Side note: I'd been using the sunscreen stick on the boys' faces ALL SUMMER. Why he thought to squirt the stuff on his face ... oh yeah, he's a a boy and boys will do weird, strange things, so just get over it (I'm channeling the Main Squeeze, a successful father of a successfully grown boy).

May you never need this information! But if you do, please note that the same approach applies when hand sanitizer is squirted into the hand and bits of it splash into the eye. Although, a mom feels much more helpless driving down the road away from home at 45 mph than in the comfort of her own abode. Thank goodness for bottled water.

Tuesday, October 9, 2007

Tap, tap, tap. Is this thing on?

Quick reminders (random order) for you awesome Divas and Dudes-

1. Vote in the poll to the left. I cater to your whims ... um ... except for one of you and you know who you are, though the incessant tries for about 2 years are amazingly flattering :)
2. Please visit my sponsors.
3. Post to the blog instead of emailing moi your comments. They're terrific. The group wants you to share. Really. Why should I be the one to have all the fun?

Guys, have you purchased your purple tie or shirt for the season? Tick, tick - fall's here! Love those shoes, Poodle. And Kitten, that color is amazing on you. You are the best-looking group of blog readers ever!

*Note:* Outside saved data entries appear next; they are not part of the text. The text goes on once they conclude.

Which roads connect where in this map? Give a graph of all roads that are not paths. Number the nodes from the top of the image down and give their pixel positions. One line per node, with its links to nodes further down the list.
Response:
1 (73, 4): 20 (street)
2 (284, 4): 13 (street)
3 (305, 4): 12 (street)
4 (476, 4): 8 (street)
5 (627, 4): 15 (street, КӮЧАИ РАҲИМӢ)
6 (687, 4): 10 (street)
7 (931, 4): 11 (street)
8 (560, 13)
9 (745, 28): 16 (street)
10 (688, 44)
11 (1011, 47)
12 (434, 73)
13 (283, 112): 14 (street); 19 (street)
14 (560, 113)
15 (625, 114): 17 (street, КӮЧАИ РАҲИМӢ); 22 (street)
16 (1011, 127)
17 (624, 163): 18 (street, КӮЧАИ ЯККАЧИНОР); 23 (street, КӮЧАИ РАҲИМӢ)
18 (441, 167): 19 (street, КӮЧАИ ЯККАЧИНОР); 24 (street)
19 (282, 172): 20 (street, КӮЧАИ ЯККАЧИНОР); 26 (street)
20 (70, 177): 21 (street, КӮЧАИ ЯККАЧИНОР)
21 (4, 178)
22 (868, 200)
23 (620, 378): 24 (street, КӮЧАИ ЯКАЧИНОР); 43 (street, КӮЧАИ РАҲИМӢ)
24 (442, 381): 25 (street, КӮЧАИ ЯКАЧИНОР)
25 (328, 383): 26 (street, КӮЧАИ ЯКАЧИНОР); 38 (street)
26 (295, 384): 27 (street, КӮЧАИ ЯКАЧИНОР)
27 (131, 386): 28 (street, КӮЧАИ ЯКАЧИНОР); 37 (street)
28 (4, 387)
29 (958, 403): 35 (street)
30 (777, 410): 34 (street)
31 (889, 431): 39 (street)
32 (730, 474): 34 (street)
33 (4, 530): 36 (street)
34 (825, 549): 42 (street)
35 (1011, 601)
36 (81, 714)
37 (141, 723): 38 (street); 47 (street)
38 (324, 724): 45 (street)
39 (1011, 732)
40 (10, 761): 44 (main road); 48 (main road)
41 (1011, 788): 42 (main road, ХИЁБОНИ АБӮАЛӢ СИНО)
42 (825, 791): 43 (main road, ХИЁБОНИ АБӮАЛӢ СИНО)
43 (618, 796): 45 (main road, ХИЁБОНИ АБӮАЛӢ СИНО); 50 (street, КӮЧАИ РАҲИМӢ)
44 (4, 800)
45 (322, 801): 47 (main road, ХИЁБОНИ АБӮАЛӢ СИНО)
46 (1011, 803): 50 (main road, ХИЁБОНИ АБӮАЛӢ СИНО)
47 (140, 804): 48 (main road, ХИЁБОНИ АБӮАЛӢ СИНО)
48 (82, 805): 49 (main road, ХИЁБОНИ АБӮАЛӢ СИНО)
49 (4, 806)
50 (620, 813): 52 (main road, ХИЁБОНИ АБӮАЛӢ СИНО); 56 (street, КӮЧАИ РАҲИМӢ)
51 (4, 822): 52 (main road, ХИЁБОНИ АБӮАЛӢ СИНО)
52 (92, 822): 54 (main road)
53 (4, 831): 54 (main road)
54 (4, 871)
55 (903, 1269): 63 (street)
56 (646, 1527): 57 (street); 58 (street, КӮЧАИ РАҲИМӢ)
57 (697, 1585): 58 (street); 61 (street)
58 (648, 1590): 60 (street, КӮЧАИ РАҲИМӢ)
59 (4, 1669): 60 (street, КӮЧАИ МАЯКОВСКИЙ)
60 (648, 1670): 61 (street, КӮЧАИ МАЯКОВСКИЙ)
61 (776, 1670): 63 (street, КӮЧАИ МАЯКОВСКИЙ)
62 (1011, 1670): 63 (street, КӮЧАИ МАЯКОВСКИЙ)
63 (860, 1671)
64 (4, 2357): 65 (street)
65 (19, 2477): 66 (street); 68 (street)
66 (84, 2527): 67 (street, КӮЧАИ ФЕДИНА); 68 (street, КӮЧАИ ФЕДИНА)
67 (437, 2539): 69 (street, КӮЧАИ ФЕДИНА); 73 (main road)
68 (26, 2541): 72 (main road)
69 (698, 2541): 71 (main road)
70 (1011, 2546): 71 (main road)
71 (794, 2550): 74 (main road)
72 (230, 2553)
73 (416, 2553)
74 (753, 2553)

So, I had to break up the Fall Foliage/ Yard Work Parade (let me know if you're clamoring for Part III, 'cause you know I have it in the wings - post to the blog!!!!). While I do love, love, love a theme, I had to interject a little of my own personal spice. After all, all yard work and no play leaves a Main Dish ... well, heading for the shower thanks to all this humidity!

Kisses!

Sunday, October 7, 2007

Get Your Yard In Gear, Part II

Don’t let your pots rot
Disinfect pots to get rid of moss and soil residue that may have disease:
· First, soak the pots in a sink, bucket, or bowl filled with a solution of one part bleach to ten parts water. Then scrub them inside and out with a scouring pad or bristle brush (Do you still have a baby bottle cleaning brush? Use that – it’s perfect).
· To prevent buildup of icky mold, let pots dry completely before stacking and storing by laying them on their sides, one tucked inside another
· Never stack pots vertically—changes in temperature and humidity will make them swell, causing them to stick together and they’ll break when you pull them apart. Didja' know that, Kitten?

Don’t be a tool to your tools
· Since tools seldom become obsolete, it makes sense to keep them going as long as possible.
· At the end of your gardening time, wipe off dirt and moisture
· Every couple of months, sharpen dulled edges, grease creaky hinges, and replace missing parts. · Disinfect pruners before using them on other plants as you remove spent blooms and foliage throughout the garden.

Light – Bulb on Bulbs
As far as planting goes, bulbs are on my mind, specifically tulips, crocuses, jonquils, and irises.
· Plant them before the ground freezes.
· Keep them in a cool, dry place until you plant them (mine are in my garage refrigerator currently)
· You don’t necessarily have to dig them up year after year.
· When selecting bulbs, bigger is better. Large bulbs produce more impressive blooms.
· Bulbs should be firm and look fresh
· Plant them with the fat side down. I'll bet you wondered about that.
· They need to be planted in well-drained soil. When bulbs fail, it's usually because they rotted in wet ground. Most bulbs prefer full sun. I know I do.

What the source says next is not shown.